The Post also reported that shoddy equipment and unsanitary conditions at some of these firms had caused patient illnesses and deaths long before an October meningitis outbreak that was linked to tainted steroids made at a Massachusetts-based compounding pharmacy. Congress is investigating compounding pharmacies after steroid shots made at the New England Compounding Center were linked to the outbreak, which killed 47 people and sickened another 660.
“We want to enable and clarify for the FDA that those businesses that are involved in the manufacturing of compounded drugs, regardless of size, be regulated like drug manufacturers,” said David G. Miller, the academy’s executive vice president.
Miller and his 2,700-member group have traditionally argued that all pharmacies should fall under the purview of state pharmacy boards, not the FDA, and fought efforts in 2007 to shift primary oversight from the states to the federal government.
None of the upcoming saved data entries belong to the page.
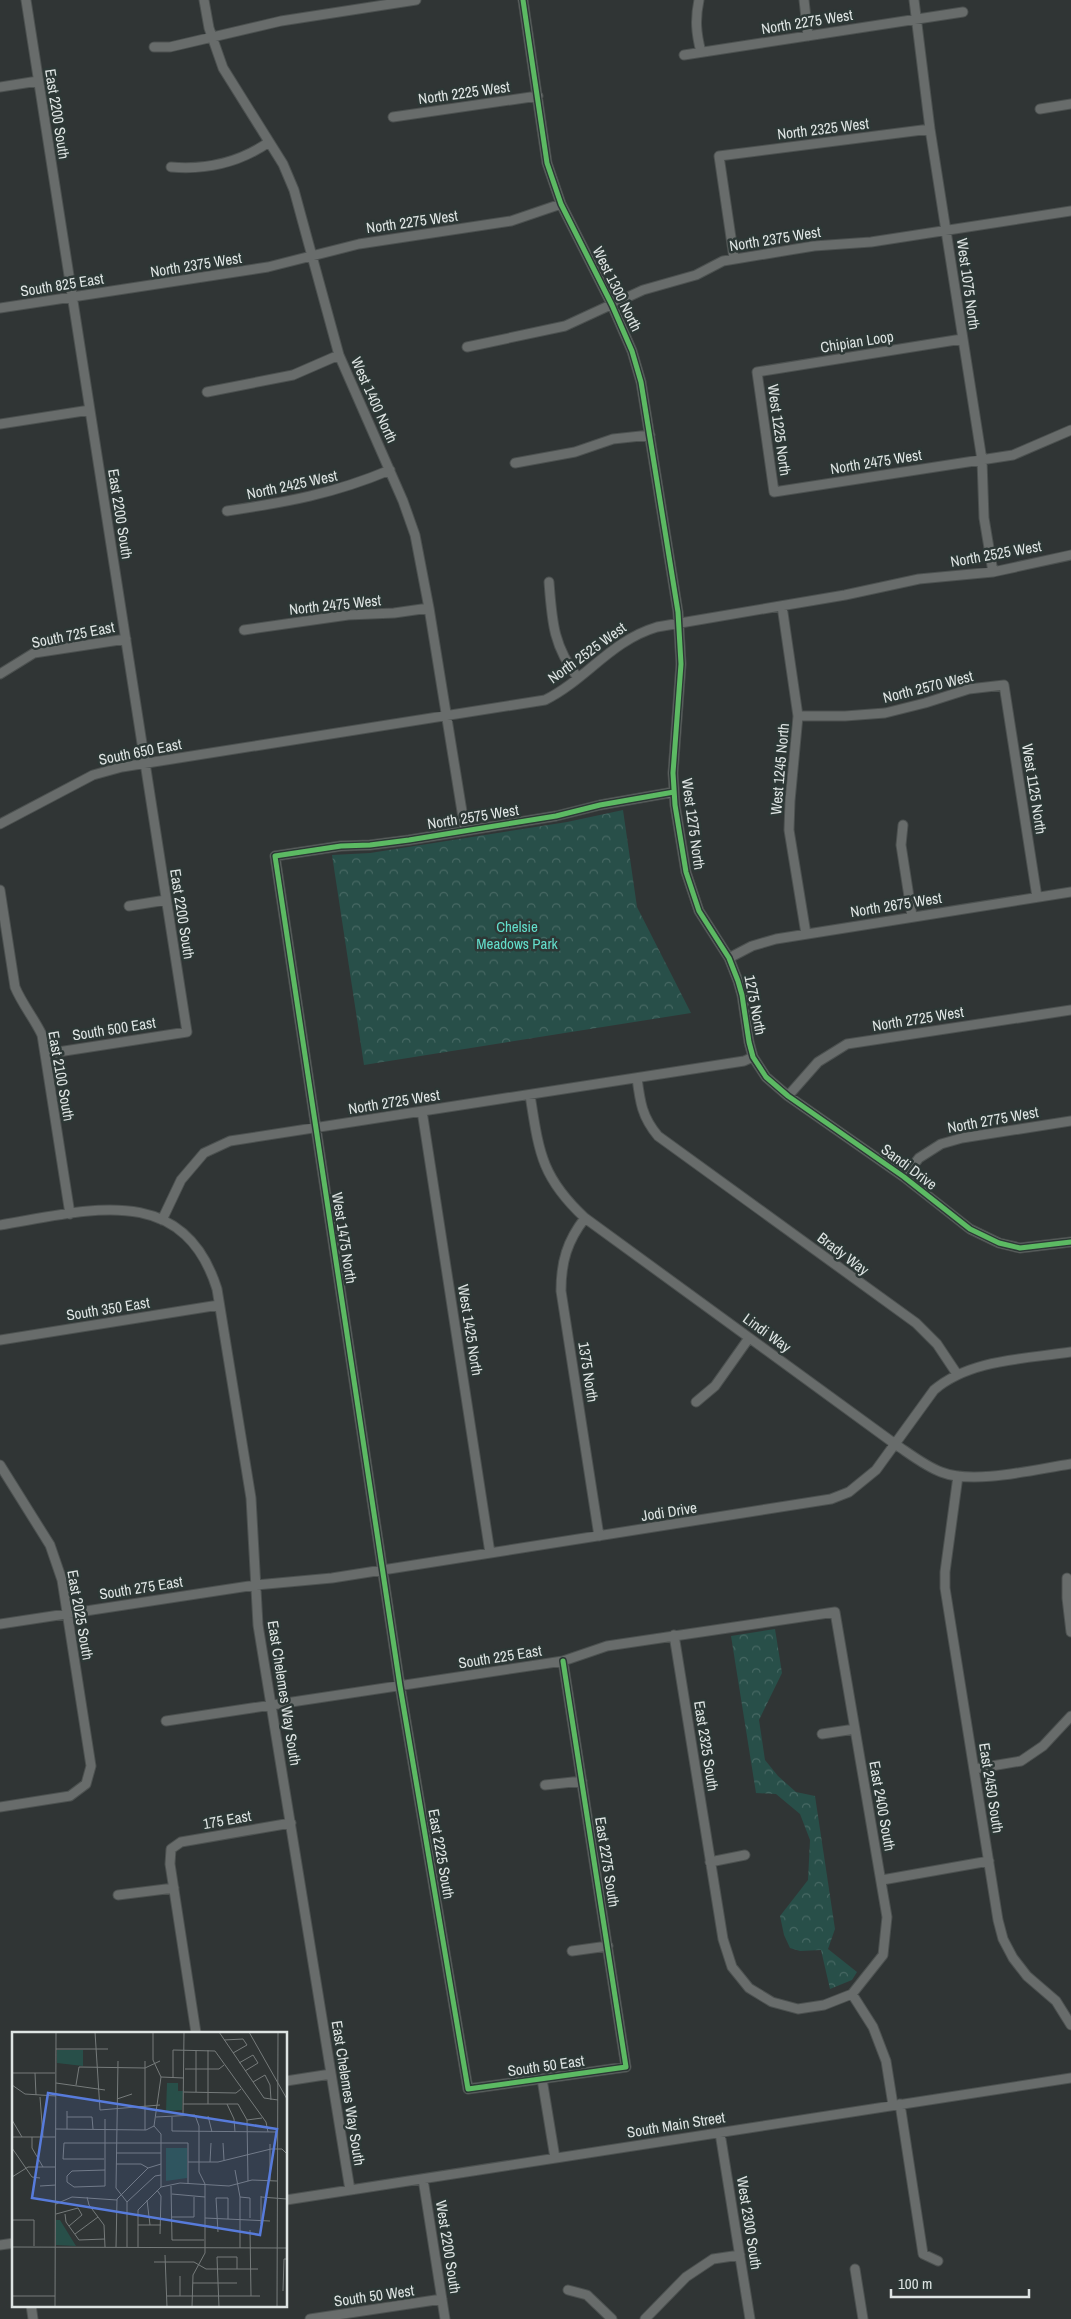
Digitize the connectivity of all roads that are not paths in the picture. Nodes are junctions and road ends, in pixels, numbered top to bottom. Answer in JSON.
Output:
{"nodes":[{"id":1,"x":26,"y":0,"type":"edge"},
{"id":2,"x":204,"y":0,"type":"edge"},
{"id":3,"x":416,"y":0,"type":"edge"},
{"id":4,"x":523,"y":0,"type":"edge"},
{"id":5,"x":699,"y":0,"type":"edge"},
{"id":6,"x":804,"y":0,"type":"edge"},
{"id":7,"x":914,"y":0,"type":"edge"},
{"id":8,"x":963,"y":12,"type":"dead end"},
{"id":9,"x":916,"y":19,"type":"junction"},
{"id":10,"x":808,"y":36,"type":"junction"},
{"id":11,"x":212,"y":38,"type":"junction"},
{"id":12,"x":154,"y":47,"type":"dead end"},
{"id":13,"x":701,"y":52,"type":"junction"},
{"id":14,"x":684,"y":55,"type":"dead end"},
{"id":15,"x":38,"y":81,"type":"junction"},
{"id":16,"x":0,"y":87,"type":"edge"},
{"id":17,"x":538,"y":96,"type":"junction"},
{"id":18,"x":1071,"y":104,"type":"edge"},
{"id":19,"x":1040,"y":109,"type":"dead end"},
{"id":20,"x":393,"y":117,"type":"dead end"},
{"id":21,"x":930,"y":129,"type":"junction"},
{"id":22,"x":268,"y":142,"type":"junction"},
{"id":23,"x":171,"y":168,"type":"dead end"},
{"id":24,"x":561,"y":204,"type":"junction"},
{"id":25,"x":1071,"y":211,"type":"edge"},
{"id":26,"x":946,"y":230,"type":"junction"},
{"id":27,"x":312,"y":256,"type":"junction"},
{"id":28,"x":734,"y":258,"type":"junction"},
{"id":29,"x":268,"y":268,"type":"joint"},
{"id":30,"x":129,"y":289,"type":"joint"},
{"id":31,"x":72,"y":298,"type":"junction"},
{"id":32,"x":612,"y":305,"type":"junction"},
{"id":33,"x":0,"y":308,"type":"edge"},
{"id":34,"x":962,"y":339,"type":"junction"},
{"id":35,"x":467,"y":347,"type":"dead end"},
{"id":36,"x":339,"y":355,"type":"junction"},
{"id":37,"x":757,"y":372,"type":"joint"},
{"id":38,"x":207,"y":392,"type":"dead end"},
{"id":39,"x":90,"y":410,"type":"junction"},
{"id":40,"x":0,"y":424,"type":"edge"},
{"id":41,"x":1071,"y":430,"type":"edge"},
{"id":42,"x":650,"y":435,"type":"junction"},
{"id":43,"x":982,"y":460,"type":"junction"},
{"id":44,"x":515,"y":463,"type":"dead end"},
{"id":45,"x":390,"y":470,"type":"junction"},
{"id":46,"x":774,"y":492,"type":"joint"},
{"id":47,"x":227,"y":511,"type":"dead end"},
{"id":48,"x":1071,"y":555,"type":"edge"},
{"id":49,"x":993,"y":572,"type":"junction"},
{"id":50,"x":549,"y":582,"type":"dead end"},
{"id":51,"x":782,"y":606,"type":"junction"},
{"id":52,"x":429,"y":608,"type":"junction"},
{"id":53,"x":679,"y":623,"type":"junction"},
{"id":54,"x":244,"y":630,"type":"dead end"},
{"id":55,"x":126,"y":639,"type":"junction"},
{"id":56,"x":0,"y":674,"type":"edge"},
{"id":57,"x":578,"y":678,"type":"junction"},
{"id":58,"x":1004,"y":685,"type":"joint"},
{"id":59,"x":798,"y":716,"type":"junction"},
{"id":60,"x":446,"y":717,"type":"junction"},
{"id":61,"x":238,"y":749,"type":"joint"},
{"id":62,"x":145,"y":763,"type":"junction"},
{"id":63,"x":674,"y":792,"type":"junction"},
{"id":64,"x":0,"y":824,"type":"edge"},
{"id":65,"x":903,"y":825,"type":"dead end"},
{"id":66,"x":464,"y":830,"type":"junction"},
{"id":67,"x":274,"y":856,"type":"joint"},
{"id":68,"x":0,"y":890,"type":"edge"},
{"id":69,"x":1071,"y":892,"type":"edge"},
{"id":70,"x":1037,"y":897,"type":"junction"},
{"id":71,"x":166,"y":900,"type":"junction"},
{"id":72,"x":129,"y":906,"type":"dead end"},
{"id":73,"x":912,"y":916,"type":"junction"},
{"id":74,"x":806,"y":934,"type":"junction"},
{"id":75,"x":5,"y":953,"type":"edge"},
{"id":76,"x":729,"y":958,"type":"junction"},
{"id":77,"x":1071,"y":1010,"type":"edge"},
{"id":78,"x":187,"y":1032,"type":"joint"},
{"id":79,"x":45,"y":1054,"type":"junction"},
{"id":80,"x":753,"y":1057,"type":"junction"},
{"id":81,"x":637,"y":1078,"type":"junction"},
{"id":82,"x":530,"y":1095,"type":"junction"},
{"id":83,"x":788,"y":1096,"type":"junction"},
{"id":84,"x":422,"y":1111,"type":"junction"},
{"id":85,"x":1071,"y":1121,"type":"edge"},
{"id":86,"x":315,"y":1128,"type":"junction"},
{"id":87,"x":904,"y":1177,"type":"junction"},
{"id":88,"x":70,"y":1214,"type":"junction"},
{"id":89,"x":585,"y":1218,"type":"junction"},
{"id":90,"x":162,"y":1220,"type":"junction"},
{"id":91,"x":0,"y":1225,"type":"edge"},
{"id":92,"x":1071,"y":1242,"type":"edge"},
{"id":93,"x":219,"y":1305,"type":"junction"},
{"id":94,"x":749,"y":1338,"type":"junction"},
{"id":95,"x":0,"y":1340,"type":"edge"},
{"id":96,"x":1071,"y":1352,"type":"edge"},
{"id":97,"x":957,"y":1374,"type":"junction"},
{"id":98,"x":696,"y":1402,"type":"dead end"},
{"id":99,"x":895,"y":1444,"type":"junction"},
{"id":100,"x":1071,"y":1464,"type":"edge"},
{"id":101,"x":0,"y":1465,"type":"edge"},
{"id":102,"x":958,"y":1476,"type":"junction"},
{"id":103,"x":599,"y":1536,"type":"junction"},
{"id":104,"x":490,"y":1553,"type":"junction"},
{"id":105,"x":383,"y":1570,"type":"junction"},
{"id":106,"x":332,"y":1578,"type":"joint"},
{"id":107,"x":1067,"y":1578,"type":"dead end"},
{"id":108,"x":256,"y":1585,"type":"junction"},
{"id":109,"x":836,"y":1612,"type":"joint"},
{"id":110,"x":67,"y":1614,"type":"junction"},
{"id":111,"x":391,"y":1623,"type":"joint"},
{"id":112,"x":0,"y":1624,"type":"edge"},
{"id":113,"x":1071,"y":1632,"type":"edge"},
{"id":114,"x":674,"y":1636,"type":"junction"},
{"id":115,"x":563,"y":1661,"type":"junction"},
{"id":116,"x":400,"y":1686,"type":"junction"},
{"id":117,"x":272,"y":1705,"type":"junction"},
{"id":118,"x":1071,"y":1716,"type":"edge"},
{"id":119,"x":166,"y":1721,"type":"dead end"},
{"id":120,"x":855,"y":1729,"type":"junction"},
{"id":121,"x":822,"y":1734,"type":"dead end"},
{"id":122,"x":974,"y":1769,"type":"junction"},
{"id":123,"x":582,"y":1781,"type":"junction"},
{"id":124,"x":545,"y":1785,"type":"dead end"},
{"id":125,"x":0,"y":1807,"type":"edge"},
{"id":126,"x":291,"y":1823,"type":"junction"},
{"id":127,"x":745,"y":1855,"type":"dead end"},
{"id":128,"x":989,"y":1861,"type":"junction"},
{"id":129,"x":710,"y":1862,"type":"junction"},
{"id":130,"x":882,"y":1880,"type":"junction"},
{"id":131,"x":174,"y":1888,"type":"junction"},
{"id":132,"x":118,"y":1895,"type":"dead end"},
{"id":133,"x":608,"y":1946,"type":"junction"},
{"id":134,"x":572,"y":1951,"type":"dead end"},
{"id":135,"x":852,"y":1994,"type":"junction"},
{"id":136,"x":1071,"y":2025,"type":"edge"},
{"id":137,"x":196,"y":2032,"type":"edge"},
{"id":138,"x":626,"y":2067,"type":"joint"},
{"id":139,"x":331,"y":2074,"type":"junction"},
{"id":140,"x":1071,"y":2078,"type":"edge"},
{"id":141,"x":542,"y":2079,"type":"junction"},
{"id":142,"x":288,"y":2081,"type":"edge"},
{"id":143,"x":468,"y":2089,"type":"joint"},
{"id":144,"x":897,"y":2105,"type":"junction"},
{"id":145,"x":720,"y":2132,"type":"junction"},
{"id":146,"x":555,"y":2158,"type":"junction"},
{"id":147,"x":424,"y":2179,"type":"junction"},
{"id":148,"x":350,"y":2190,"type":"junction"},
{"id":149,"x":288,"y":2200,"type":"edge"},
{"id":150,"x":740,"y":2255,"type":"junction"},
{"id":151,"x":938,"y":2260,"type":"dead end"},
{"id":152,"x":855,"y":2269,"type":"dead end"},
{"id":153,"x":568,"y":2290,"type":"dead end"},
{"id":154,"x":442,"y":2300,"type":"junction"},
{"id":155,"x":31,"y":2306,"type":"edge"},
{"id":156,"x":33,"y":2319,"type":"edge"},
{"id":157,"x":310,"y":2319,"type":"edge"},
{"id":158,"x":445,"y":2319,"type":"edge"},
{"id":159,"x":612,"y":2319,"type":"edge"},
{"id":160,"x":644,"y":2319,"type":"edge"},
{"id":161,"x":750,"y":2319,"type":"edge"},
{"id":162,"x":863,"y":2319,"type":"edge"}],
"edges":[{"from":1,"to":15,"type":"street","name":"East 2200 South"},
{"from":2,"to":11,"type":"street","name":"West 1400 North"},
{"from":3,"to":11,"type":"street"},
{"from":4,"to":17,"type":"street","name":"West 1300 North"},
{"from":5,"to":13,"type":"street"},
{"from":6,"to":10,"type":"street"},
{"from":7,"to":9,"type":"street","name":"West 1075 North"},
{"from":8,"to":9,"type":"street","name":"North 2275 West"},
{"from":9,"to":10,"type":"street","name":"North 2275 West"},
{"from":9,"to":21,"type":"street","name":"West 1075 North"},
{"from":10,"to":13,"type":"street","name":"North 2275 West"},
{"from":11,"to":12,"type":"street"},
{"from":11,"to":22,"type":"street","name":"West 1400 North"},
{"from":13,"to":14,"type":"street","name":"North 2275 West"},
{"from":15,"to":16,"type":"street"},
{"from":15,"to":31,"type":"street","name":"East 2200 South"},
{"from":17,"to":20,"type":"street","name":"North 2225 West"},
{"from":17,"to":24,"type":"street","name":"West 1300 North"},
{"from":18,"to":19,"type":"street"},
{"from":21,"to":26,"type":"street","name":"West 1075 North"},
{"from":21,"to":28,"type":"street","name":"North 2325 West"},
{"from":22,"to":23,"type":"street"},
{"from":22,"to":27,"type":"street","name":"West 1400 North"},
{"from":24,"to":27,"type":"street","name":"North 2275 West"},
{"from":24,"to":32,"type":"street","name":"West 1300 North"},
{"from":25,"to":26,"type":"street","name":"North 2375 West"},
{"from":26,"to":28,"type":"street","name":"North 2375 West"},
{"from":26,"to":34,"type":"street","name":"West 1075 North"},
{"from":27,"to":29,"type":"street","name":"North 2275 West"},
{"from":27,"to":36,"type":"street","name":"West 1400 North"},
{"from":28,"to":32,"type":"street","name":"North 2375 West"},
{"from":29,"to":30,"type":"street","name":"North 2375 West"},
{"from":30,"to":31,"type":"street","name":"South 825 East"},
{"from":31,"to":33,"type":"street","name":"South 825 East"},
{"from":31,"to":39,"type":"street","name":"East 2200 South"},
{"from":32,"to":35,"type":"street","name":"North 2375 West"},
{"from":32,"to":42,"type":"street","name":"West 1300 North"},
{"from":34,"to":37,"type":"street","name":"Chipian Loop"},
{"from":34,"to":43,"type":"street","name":"West 1075 North"},
{"from":36,"to":38,"type":"street"},
{"from":36,"to":45,"type":"street","name":"West 1400 North"},
{"from":37,"to":46,"type":"street","name":"West 1225 North"},
{"from":39,"to":40,"type":"street"},
{"from":39,"to":55,"type":"street","name":"East 2200 South"},
{"from":41,"to":43,"type":"street","name":"North 2475 West"},
{"from":42,"to":44,"type":"street"},
{"from":42,"to":53,"type":"street","name":"West 1300 North"},
{"from":43,"to":46,"type":"street","name":"North 2475 West"},
{"from":43,"to":49,"type":"street","name":"West 1075 North"},
{"from":45,"to":47,"type":"street","name":"North 2425 West"},
{"from":45,"to":52,"type":"street","name":"West 1400 North"},
{"from":48,"to":49,"type":"street","name":"North 2525 West"},
{"from":49,"to":51,"type":"street","name":"North 2525 West"},
{"from":50,"to":57,"type":"street"},
{"from":51,"to":53,"type":"street","name":"North 2525 West"},
{"from":51,"to":59,"type":"street","name":"West 1245 North"},
{"from":52,"to":54,"type":"street","name":"North 2475 West"},
{"from":52,"to":60,"type":"street","name":"West 1400 North"},
{"from":53,"to":57,"type":"street","name":"North 2525 West"},
{"from":53,"to":63,"type":"street","name":"West 1275 North"},
{"from":55,"to":56,"type":"street","name":"South 725 East"},
{"from":55,"to":62,"type":"street","name":"East 2200 South"},
{"from":57,"to":60,"type":"street","name":"North 2525 West"},
{"from":58,"to":59,"type":"street","name":"North 2570 West"},
{"from":58,"to":70,"type":"street","name":"West 1125 North"},
{"from":59,"to":74,"type":"street","name":"West 1245 North"},
{"from":60,"to":61,"type":"street","name":"North 2525 West"},
{"from":60,"to":66,"type":"street","name":"West 1400 North"},
{"from":61,"to":62,"type":"street","name":"South 650 East"},
{"from":62,"to":64,"type":"street","name":"South 650 East"},
{"from":62,"to":71,"type":"street","name":"East 2200 South"},
{"from":63,"to":66,"type":"street","name":"North 2575 West"},
{"from":63,"to":76,"type":"street","name":"West 1275 North"},
{"from":65,"to":73,"type":"street"},
{"from":66,"to":67,"type":"street","name":"North 2575 West"},
{"from":67,"to":86,"type":"street","name":"West 1475 North"},
{"from":68,"to":75,"type":"street","name":"East 2100 South"},
{"from":69,"to":70,"type":"street","name":"North 2675 West"},
{"from":70,"to":73,"type":"street","name":"North 2675 West"},
{"from":71,"to":72,"type":"street"},
{"from":71,"to":78,"type":"street","name":"East 2200 South"},
{"from":73,"to":74,"type":"street","name":"North 2675 West"},
{"from":74,"to":76,"type":"street","name":"North 2675 West"},
{"from":75,"to":79,"type":"street","name":"East 2100 South"},
{"from":76,"to":80,"type":"street","name":"1275 North"},
{"from":77,"to":83,"type":"street","name":"North 2725 West"},
{"from":78,"to":79,"type":"street","name":"South 500 East"},
{"from":79,"to":88,"type":"street","name":"East 2100 South"},
{"from":80,"to":81,"type":"street"},
{"from":80,"to":83,"type":"street","name":"Sandi Drive"},
{"from":81,"to":82,"type":"street"},
{"from":81,"to":97,"type":"street","name":"Brady Way"},
{"from":82,"to":84,"type":"street","name":"North 2725 West"},
{"from":82,"to":89,"type":"street","name":"Lindi Way"},
{"from":83,"to":87,"type":"street","name":"Sandi Drive"},
{"from":84,"to":86,"type":"street","name":"North 2725 West"},
{"from":84,"to":104,"type":"street","name":"West 1425 North"},
{"from":85,"to":87,"type":"street","name":"North 2775 West"},
{"from":86,"to":90,"type":"street","name":"North 2725 West"},
{"from":86,"to":105,"type":"street","name":"West 1475 North"},
{"from":87,"to":92,"type":"street","name":"Sandi Drive"},
{"from":88,"to":90,"type":"street","name":"East Chelemes Way South"},
{"from":88,"to":91,"type":"street","name":"East Chelemes Way South"},
{"from":89,"to":94,"type":"street","name":"Lindi Way"},
{"from":89,"to":103,"type":"street","name":"1375 North"},
{"from":90,"to":93,"type":"street","name":"East Chelemes Way South"},
{"from":93,"to":95,"type":"street","name":"South 350 East"},
{"from":93,"to":108,"type":"street","name":"East Chelemes Way South"},
{"from":94,"to":98,"type":"street"},
{"from":94,"to":99,"type":"street","name":"Lindi Way"},
{"from":96,"to":97,"type":"street"},
{"from":97,"to":99,"type":"street","name":"Jodi Drive"},
{"from":99,"to":102,"type":"street","name":"Lindi Way"},
{"from":99,"to":103,"type":"street","name":"Jodi Drive"},
{"from":100,"to":102,"type":"street","name":"Lindi Way"},
{"from":101,"to":110,"type":"street","name":"East 2025 South"},
{"from":102,"to":122,"type":"street","name":"East 2450 South"},
{"from":103,"to":104,"type":"street","name":"Jodi Drive"},
{"from":104,"to":105,"type":"street","name":"Jodi Drive"},
{"from":105,"to":106,"type":"street","name":"Jodi Drive"},
{"from":105,"to":111,"type":"street","name":"West 1475 North"},
{"from":106,"to":108,"type":"street","name":"South 275 East"},
{"from":107,"to":113,"type":"street"},
{"from":108,"to":110,"type":"street","name":"South 275 East"},
{"from":108,"to":117,"type":"street","name":"East Chelemes Way South"},
{"from":109,"to":114,"type":"street","name":"South 225 East"},
{"from":109,"to":120,"type":"street","name":"East 2400 South"},
{"from":110,"to":112,"type":"street","name":"South 275 East"},
{"from":110,"to":125,"type":"street","name":"East 2025 South"},
{"from":111,"to":116,"type":"street","name":"East 2225 South"},
{"from":114,"to":115,"type":"street","name":"South 225 East"},
{"from":114,"to":129,"type":"street","name":"East 2325 South"},
{"from":115,"to":116,"type":"street","name":"South 225 East"},
{"from":115,"to":123,"type":"street","name":"East 2275 South"},
{"from":116,"to":117,"type":"street","name":"South 225 East"},
{"from":116,"to":143,"type":"street","name":"East 2225 South"},
{"from":117,"to":119,"type":"street","name":"South 225 East"},
{"from":117,"to":126,"type":"street","name":"East Chelemes Way South"},
{"from":118,"to":122,"type":"street"},
{"from":120,"to":121,"type":"street"},
{"from":120,"to":130,"type":"street","name":"East 2400 South"},
{"from":122,"to":128,"type":"street","name":"East 2450 South"},
{"from":123,"to":124,"type":"street"},
{"from":123,"to":133,"type":"street","name":"East 2275 South"},
{"from":126,"to":131,"type":"street","name":"175 East"},
{"from":126,"to":139,"type":"street","name":"East Chelemes Way South"},
{"from":127,"to":129,"type":"street"},
{"from":128,"to":130,"type":"street"},
{"from":128,"to":136,"type":"street","name":"East 2450 South"},
{"from":129,"to":135,"type":"street","name":"East 2325 South"},
{"from":130,"to":135,"type":"street","name":"East 2400 South"},
{"from":131,"to":132,"type":"street"},
{"from":131,"to":137,"type":"street"},
{"from":133,"to":134,"type":"street"},
{"from":133,"to":138,"type":"street","name":"East 2275 South"},
{"from":135,"to":144,"type":"street"},
{"from":138,"to":141,"type":"street","name":"South 50 East"},
{"from":139,"to":142,"type":"street"},
{"from":139,"to":148,"type":"street","name":"East Chelemes Way South"},
{"from":140,"to":144,"type":"street","name":"South Main Street"},
{"from":141,"to":143,"type":"street","name":"South 50 East"},
{"from":141,"to":146,"type":"street"},
{"from":144,"to":145,"type":"street","name":"South Main Street"},
{"from":144,"to":151,"type":"street"},
{"from":145,"to":146,"type":"street","name":"South Main Street"},
{"from":145,"to":150,"type":"street","name":"West 2300 South"},
{"from":146,"to":147,"type":"street","name":"South Main Street"},
{"from":147,"to":148,"type":"street","name":"South Main Street"},
{"from":147,"to":154,"type":"street","name":"West 2200 South"},
{"from":148,"to":149,"type":"street","name":"South Main Street"},
{"from":150,"to":160,"type":"street"},
{"from":150,"to":161,"type":"street","name":"West 2300 South"},
{"from":152,"to":162,"type":"street"},
{"from":153,"to":159,"type":"street"},
{"from":154,"to":157,"type":"street","name":"South 50 West"},
{"from":154,"to":158,"type":"street","name":"West 2200 South"},
{"from":155,"to":156,"type":"street"}]}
On Thursday, Miller said he now wants to see FDA registration for what he describes as compounding manufacturers and supports giving the agency the power to enforce safety standards for these firms.
“They’re singing a different tune,” said a congressional staffer who is knowledgeable about Capitol Hill discussions concerning the FDA’s role in regulating compounders.
Officials who represent state regulators say the change reflects a broader shift in momentum. There is now agreement within the industry that additional oversight is needed for pharmacies that go beyond the traditional role of filling prescriptions for individual patients.
“So what you’re seeing now is people jumping on the bandwagon,” said Carmen Catizone, executive director of the National Association of Boards of Pharmacy, which represents the state pharmacy regulators.
Industry trade groups want to help define the new category that would be subject to FDA regulation so they have a say over how it would affect their members, Catizone said.
David Ball, an academy spokesman, said the shift in the organization’s position has not been previously disclosed and has been shaped by discussions over the past few months that made it “increasingly clear” that “there is an evolving marketplace of non-traditional manufacturing.”
FDA Commissioner Margaret A. Hamburg told Congress three months ago that some “non-traditional” compounders should be placed into a special category for stepped-up enforcement, but she said oversight could be carried out by either her agency or state pharmacy boards.